Some time ago I wrote about how insurance is a bad investment and should be used only for protection. Today I'm going to pile on another bad investment in the current financial environment - good 'ol certificates of deposit.
I’m routinely contacted by people looking for a higher rate of return than can be found on CDs. Such frustrated investors are everywhere these days, as 12-month CD rates have hovered below 1%. Even in this environment, however, many are reluctant to leave the ‘safety’ of CDs.
Here’s what I’ve told those investors, and everyone else for the past year: Safety and capital preservation are not the same thing. CDs are not safe, in terms of preserving your capital. They are in fact locking in a loss; the real CD return is currently negative after inflation plus taxes on the interest. If fact, in terms of annual purchasing power, a CD investor will likely have about 2% less than they did before putting the money in the CD.

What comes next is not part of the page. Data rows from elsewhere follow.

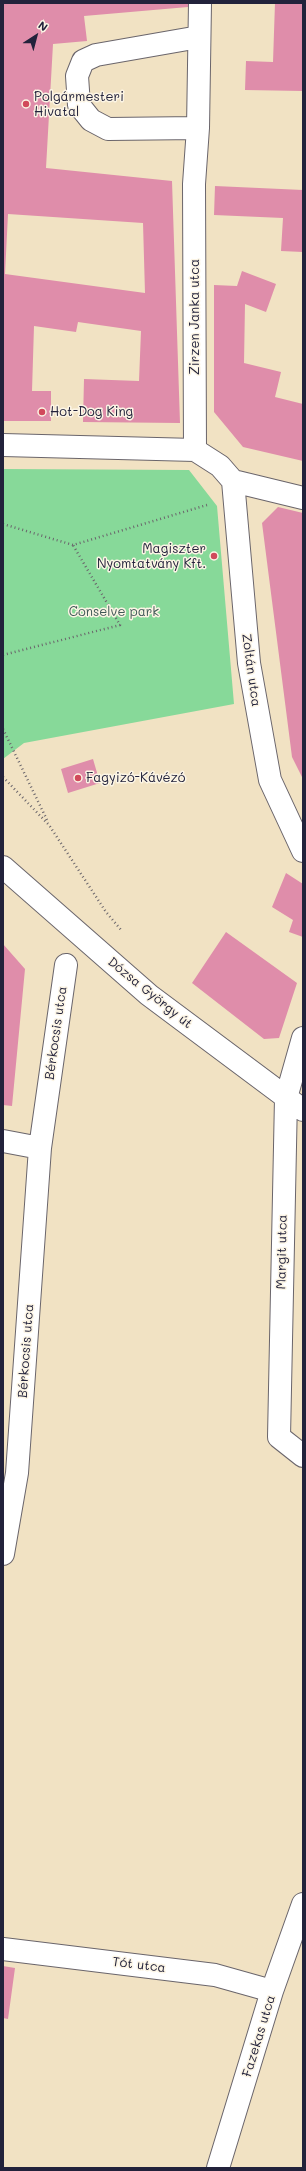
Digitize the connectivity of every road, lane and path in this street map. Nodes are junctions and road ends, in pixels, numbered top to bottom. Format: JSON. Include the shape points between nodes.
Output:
{"nodes":[{"id":1,"x":200,"y":3,"type":"edge"},
{"id":2,"x":199,"y":37,"type":"junction"},
{"id":3,"x":198,"y":128,"type":"junction"},
{"id":4,"x":3,"y":445,"type":"edge"},
{"id":5,"x":195,"y":450,"type":"junction"},
{"id":6,"x":233,"y":482,"type":"junction"},
{"id":7,"x":303,"y":498,"type":"edge"},
{"id":8,"x":3,"y":524,"type":"edge"},
{"id":9,"x":74,"y":545,"type":"junction"},
{"id":10,"x":3,"y":655,"type":"edge"},
{"id":11,"x":3,"y":729,"type":"edge"},
{"id":12,"x":3,"y":777,"type":"edge"},
{"id":13,"x":49,"y":825,"type":"junction"},
{"id":14,"x":303,"y":851,"type":"edge"},
{"id":15,"x":3,"y":867,"type":"edge"},
{"id":16,"x":125,"y":935,"type":"dead end"},
{"id":17,"x":66,"y":965,"type":"dead end"},
{"id":18,"x":303,"y":1038,"type":"edge"},
{"id":19,"x":286,"y":1098,"type":"junction"},
{"id":20,"x":303,"y":1110,"type":"edge"},
{"id":21,"x":3,"y":1141,"type":"edge"},
{"id":22,"x":40,"y":1148,"type":"junction"},
{"id":23,"x":303,"y":1456,"type":"edge"},
{"id":24,"x":3,"y":1554,"type":"edge"},
{"id":25,"x":303,"y":1904,"type":"edge"},
{"id":26,"x":3,"y":1949,"type":"edge"},
{"id":27,"x":272,"y":1990,"type":"junction"},
{"id":28,"x":218,"y":2168,"type":"edge"}],
"edges":[{"from":1,"to":2,"type":"street","name":"Zirzen Janka utca"},
{"from":2,"to":3,"type":"street","name":"Zirzen Janka utca"},
{"from":2,"to":3,"type":"street","via":[[96,55],[83,61],[77,76],[79,105],[91,120],[108,129]]},
{"from":3,"to":5,"type":"street","name":"Zirzen Janka utca","via":[[194,184]]},
{"from":4,"to":5,"type":"street"},
{"from":5,"to":6,"type":"street","via":[[220,466]]},
{"from":6,"to":7,"type":"street"},
{"from":6,"to":9,"type":"path","via":[[206,506]]},
{"from":6,"to":14,"type":"street","name":"Zoltán utca","via":[[248,663],[270,780]]},
{"from":8,"to":9,"type":"path"},
{"from":9,"to":10,"type":"path","via":[[120,625]]},
{"from":11,"to":13,"type":"path"},
{"from":12,"to":13,"type":"path"},
{"from":13,"to":16,"type":"path","via":[[106,912]]},
{"from":15,"to":19,"type":"street","name":"Dózsa György út","via":[[149,995]]},
{"from":17,"to":22,"type":"street","name":"Bérkocsis utca"},
{"from":18,"to":19,"type":"street","name":"Margit utca"},
{"from":19,"to":20,"type":"street","name":"Dózsa György út"},
{"from":19,"to":23,"type":"street","name":"Margit utca","via":[[279,1437]]},
{"from":21,"to":22,"type":"street"},
{"from":22,"to":24,"type":"street","name":"Bérkocsis utca","via":[[17,1473]]},
{"from":25,"to":27,"type":"street","name":"Fazekas utca"},
{"from":26,"to":27,"type":"street","name":"Tót utca","via":[[215,1975]]},
{"from":27,"to":28,"type":"street","name":"Fazekas utca"}]}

To preserve capital in this market/economy, investors will need something more than CDs. One secure alternative is U.S. government bonds. The interest paid may not be much more than on CDs, but those bondholders don’t have to pay any state taxes on the interest. These bonds do carry risk, but in a way, U.S. government bonds are safer than CDs – there’s less chance Uncle Sam will go insolvent than a bank.
Another alternative is municipal bonds. For residents who purchase such bonds issued in their state, none of the interest is taxable at the federal or state level. This means a bond with a 2% coupon would have an effective taxable yield of closer to 3%, assuming the bond is purchased at or near par value.

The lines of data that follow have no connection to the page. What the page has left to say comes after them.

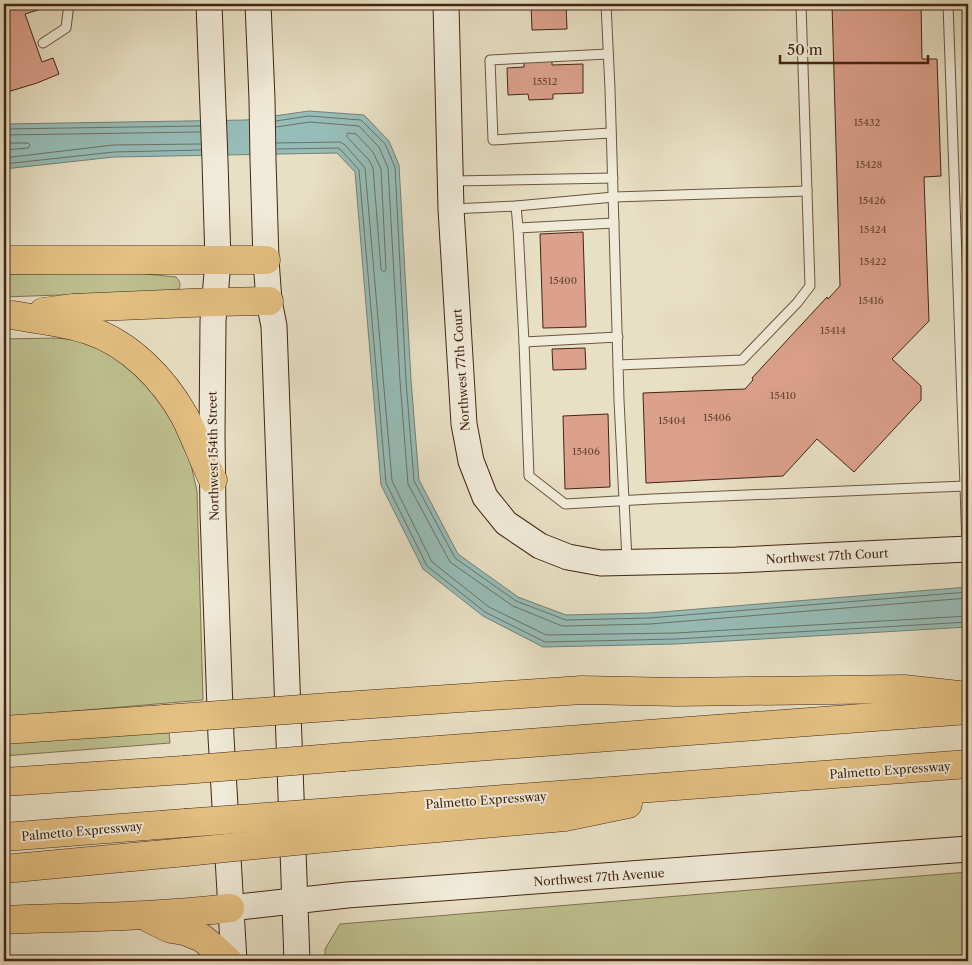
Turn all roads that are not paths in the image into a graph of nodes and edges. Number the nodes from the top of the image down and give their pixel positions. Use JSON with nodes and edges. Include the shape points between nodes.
{"nodes":[{"id":1,"x":69,"y":4,"type":"edge"},
{"id":2,"x":208,"y":4,"type":"edge"},
{"id":3,"x":258,"y":4,"type":"edge"},
{"id":4,"x":446,"y":4,"type":"edge"},
{"id":5,"x":606,"y":4,"type":"edge"},
{"id":6,"x":801,"y":4,"type":"edge"},
{"id":7,"x":948,"y":4,"type":"edge"},
{"id":8,"x":44,"y":43,"type":"dead end"},
{"id":9,"x":608,"y":54,"type":"junction"},
{"id":10,"x":611,"y":133,"type":"junction"},
{"id":11,"x":613,"y":178,"type":"junction"},
{"id":12,"x":450,"y":182,"type":"junction"},
{"id":13,"x":806,"y":191,"type":"junction"},
{"id":14,"x":614,"y":197,"type":"junction"},
{"id":15,"x":516,"y":206,"type":"junction"},
{"id":16,"x":451,"y":209,"type":"junction"},
{"id":17,"x":614,"y":223,"type":"junction"},
{"id":18,"x":518,"y":228,"type":"junction"},
{"id":19,"x":4,"y":260,"type":"edge"},
{"id":20,"x":266,"y":260,"type":"junction"},
{"id":21,"x":218,"y":261,"type":"junction"},
{"id":22,"x":269,"y":301,"type":"junction"},
{"id":23,"x":214,"y":302,"type":"junction"},
{"id":24,"x":8,"y":316,"type":"edge"},
{"id":25,"x":618,"y":338,"type":"junction"},
{"id":26,"x":524,"y":342,"type":"junction"},
{"id":27,"x":618,"y":365,"type":"junction"},
{"id":28,"x":213,"y":480,"type":"junction"},
{"id":29,"x":965,"y":486,"type":"junction"},
{"id":30,"x":624,"y":502,"type":"junction"},
{"id":31,"x":968,"y":549,"type":"edge"},
{"id":32,"x":628,"y":563,"type":"junction"},
{"id":33,"x":968,"y":696,"type":"edge"},
{"id":34,"x":968,"y":710,"type":"edge"},
{"id":35,"x":4,"y":730,"type":"edge"},
{"id":36,"x":968,"y":764,"type":"edge"},
{"id":37,"x":4,"y":782,"type":"edge"},
{"id":38,"x":346,"y":823,"type":"junction"},
{"id":39,"x":4,"y":838,"type":"edge"},
{"id":40,"x":968,"y":849,"type":"edge"},
{"id":41,"x":4,"y":869,"type":"edge"},
{"id":42,"x":294,"y":901,"type":"junction"},
{"id":43,"x":230,"y":908,"type":"junction"},
{"id":44,"x":139,"y":915,"type":"junction"},
{"id":45,"x":4,"y":920,"type":"edge"},
{"id":46,"x":228,"y":961,"type":"edge"},
{"id":47,"x":234,"y":961,"type":"edge"},
{"id":48,"x":297,"y":961,"type":"edge"}],
"edges":[{"from":1,"to":8,"type":"lane","via":[[66,28]]},
{"from":2,"to":21,"type":"main road","name":"Northwest 154th Street"},
{"from":3,"to":20,"type":"main road"},
{"from":4,"to":12,"type":"main road","name":"Northwest 77th Court"},
{"from":5,"to":9,"type":"lane"},
{"from":6,"to":13,"type":"lane"},
{"from":7,"to":29,"type":"lane"},
{"from":9,"to":10,"type":"lane"},
{"from":9,"to":10,"type":"lane","via":[[490,60],[494,140]]},
{"from":10,"to":11,"type":"lane"},
{"from":11,"to":12,"type":"lane"},
{"from":11,"to":14,"type":"lane"},
{"from":12,"to":16,"type":"main road","name":"Northwest 77th Court"},
{"from":13,"to":14,"type":"lane"},
{"from":13,"to":27,"type":"lane","via":[[810,286],[742,360]]},
{"from":14,"to":15,"type":"lane"},
{"from":14,"to":17,"type":"lane"},
{"from":15,"to":16,"type":"lane"},
{"from":15,"to":18,"type":"lane"},
{"from":16,"to":32,"type":"main road","name":"Northwest 77th Court","via":[[464,424],[471,460],[485,498],[506,523],[540,546],[568,557],[602,563]]},
{"from":17,"to":18,"type":"lane"},
{"from":17,"to":25,"type":"lane"},
{"from":18,"to":26,"type":"lane"},
{"from":19,"to":21,"type":"highway"},
{"from":20,"to":21,"type":"highway"},
{"from":20,"to":22,"type":"main road"},
{"from":21,"to":23,"type":"main road","name":"Northwest 154th Street"},
{"from":22,"to":23,"type":"highway"},
{"from":22,"to":42,"type":"main road","via":[[274,326]]},
{"from":23,"to":24,"type":"highway","via":[[73,308]]},
{"from":23,"to":28,"type":"main road","name":"Northwest 154th Street"},
{"from":24,"to":28,"type":"highway","via":[[89,330],[131,353],[158,379],[177,404]]},
{"from":25,"to":26,"type":"lane"},
{"from":25,"to":27,"type":"lane"},
{"from":26,"to":30,"type":"lane","via":[[529,476],[565,504]]},
{"from":27,"to":30,"type":"lane"},
{"from":28,"to":43,"type":"main road","name":"Northwest 154th Street"},
{"from":29,"to":30,"type":"lane"},
{"from":29,"to":31,"type":"lane"},
{"from":30,"to":32,"type":"lane"},
{"from":31,"to":32,"type":"main road","name":"Northwest 77th Court"},
{"from":33,"to":35,"type":"highway","bridge":true,"via":[[904,689],[582,690]]},
{"from":34,"to":37,"type":"highway","bridge":true},
{"from":36,"to":38,"type":"highway","name":"Palmetto Expressway","via":[[746,780]]},
{"from":38,"to":39,"type":"highway","name":"Palmetto Expressway","bridge":true,"via":[[186,823]]},
{"from":38,"to":41,"type":"highway","bridge":true,"via":[[186,852]]},
{"from":40,"to":42,"type":"main road","name":"Northwest 77th Avenue"},
{"from":42,"to":43,"type":"main road","name":"Northwest 77th Avenue"},
{"from":42,"to":48,"type":"main road"},
{"from":43,"to":44,"type":"highway"},
{"from":43,"to":47,"type":"main road","name":"Northwest 154th Street"},
{"from":44,"to":45,"type":"highway"},
{"from":44,"to":46,"type":"highway","via":[[202,938]]}]}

A third option is to invest in dividend paying stocks of large companies. Many well-known companies are paying up to 5% a year just to invest in their stock. The stock price could go down, but if it goes nowhere the investor will make that dividend yield on the money, and if the stock price goes up, even better! And also, qualified dividends currently receive favorable tax treatment.
These are all good, manageable risks for people to take with some of their savings – and it beats the heck out of an inflation-and-tax adjusted 2% loss!